Collected data
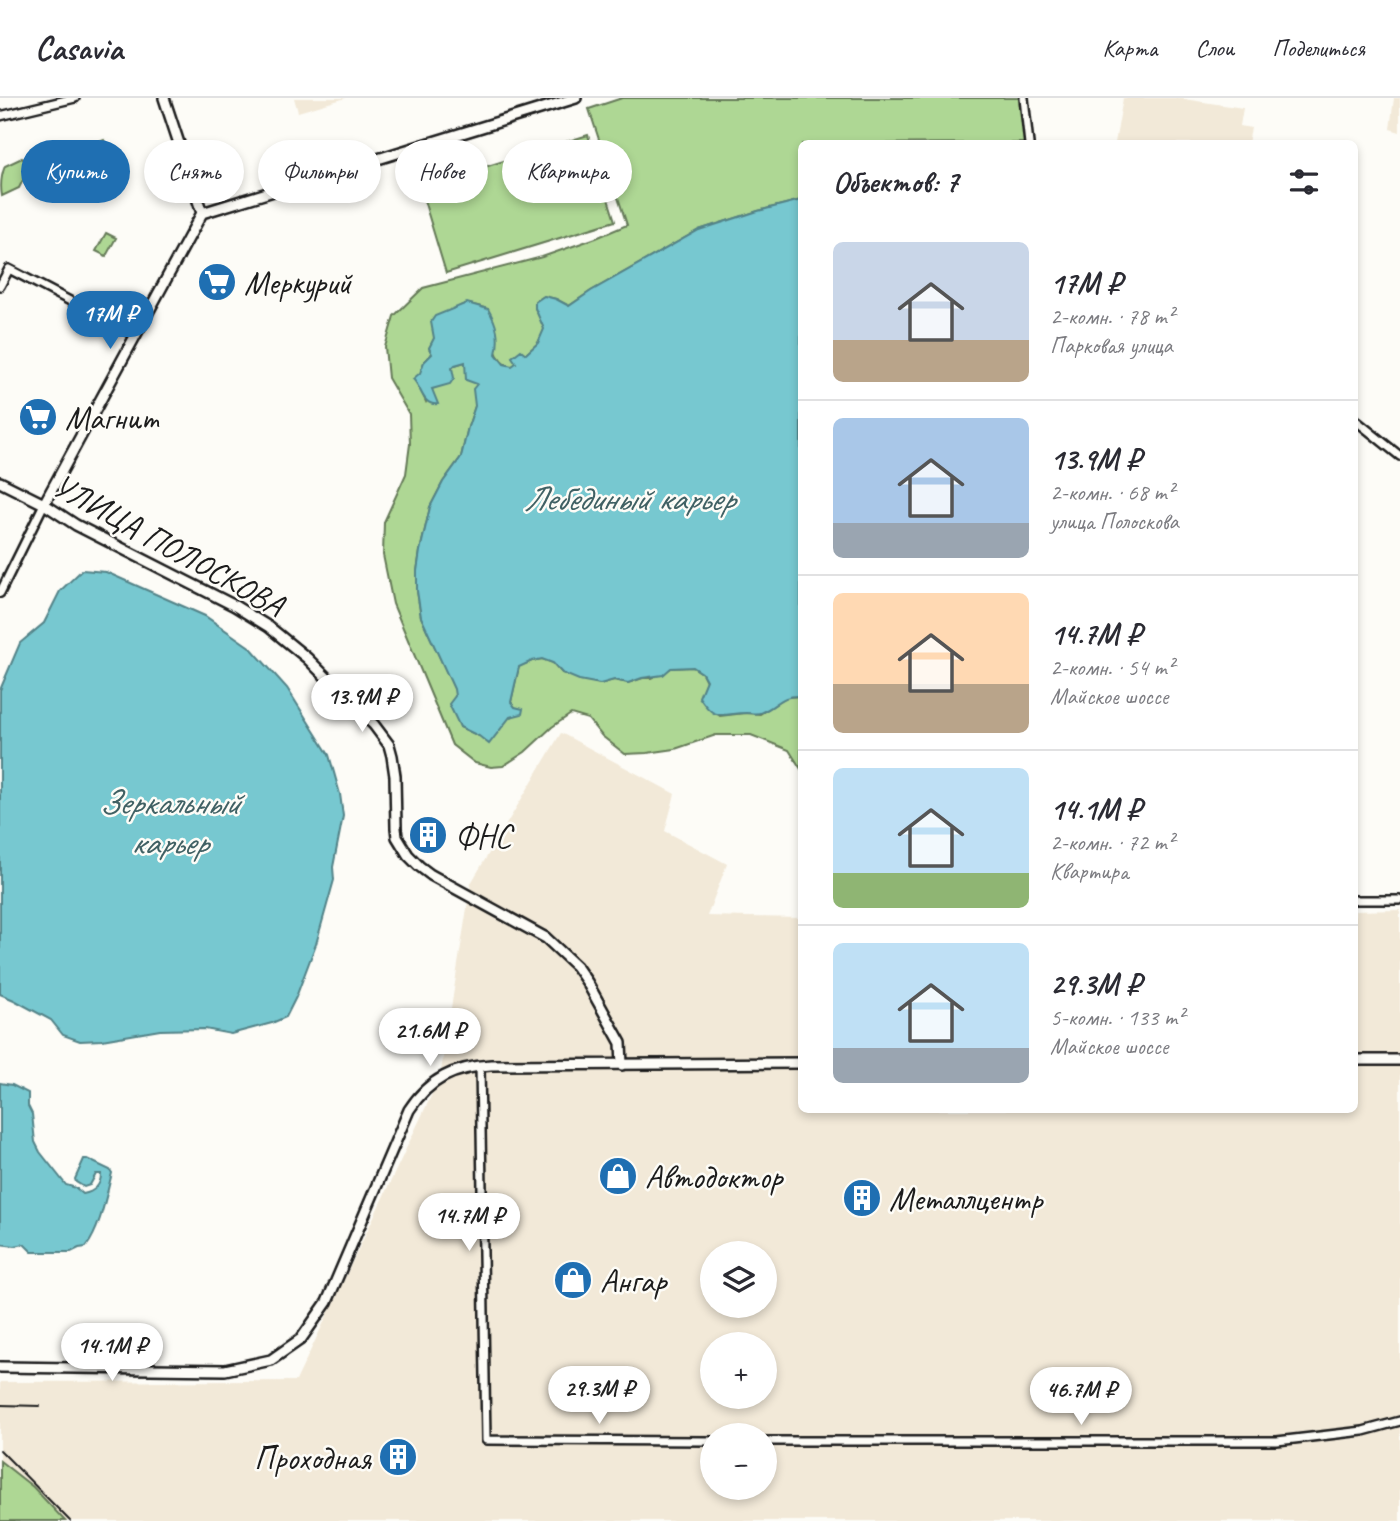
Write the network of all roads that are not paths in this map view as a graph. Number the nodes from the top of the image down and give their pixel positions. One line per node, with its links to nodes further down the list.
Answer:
1 (75, 98): 5 (street)
2 (164, 98): 7 (street)
3 (576, 98): 7 (street)
4 (1024, 98): 6 (street)
5 (0, 116)
6 (1029, 140)
7 (202, 214): 9 (street)
8 (0, 286): 9 (street)
9 (135, 335): 13 (street)
10 (1358, 422): 11 (street)
11 (1400, 456)
12 (0, 482): 13 (street, УЛИЦА ПОЛОСКОВА)
13 (44, 504): 14 (street); 20 (street, УЛИЦА ПОЛОСКОВА)
14 (0, 593)
15 (1358, 900): 16 (street)
16 (1400, 900)
17 (1358, 1060): 18 (street)
18 (1400, 1060)
19 (798, 1063): 20 (street)
20 (622, 1065): 21 (street)
21 (481, 1066): 22 (street); 24 (street)
22 (0, 1367)
23 (1400, 1421): 25 (street)
24 (700, 1441)
25 (777, 1441)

Directions for this task:
Output every record verbatim, skipping images.

Task answer:
Write the network of all roads that are not paths in this map view as a graph. Number the nodes from the top of the image down and give their pixel positions. One line per node, with its links to nodes further down the list.
Answer:
1 (75, 98): 5 (street)
2 (164, 98): 7 (street)
3 (576, 98): 7 (street)
4 (1024, 98): 6 (street)
5 (0, 116)
6 (1029, 140)
7 (202, 214): 9 (street)
8 (0, 286): 9 (street)
9 (135, 335): 13 (street)
10 (1358, 422): 11 (street)
11 (1400, 456)
12 (0, 482): 13 (street, УЛИЦА ПОЛОСКОВА)
13 (44, 504): 14 (street); 20 (street, УЛИЦА ПОЛОСКОВА)
14 (0, 593)
15 (1358, 900): 16 (street)
16 (1400, 900)
17 (1358, 1060): 18 (street)
18 (1400, 1060)
19 (798, 1063): 20 (street)
20 (622, 1065): 21 (street)
21 (481, 1066): 22 (street); 24 (street)
22 (0, 1367)
23 (1400, 1421): 25 (street)
24 (700, 1441)
25 (777, 1441)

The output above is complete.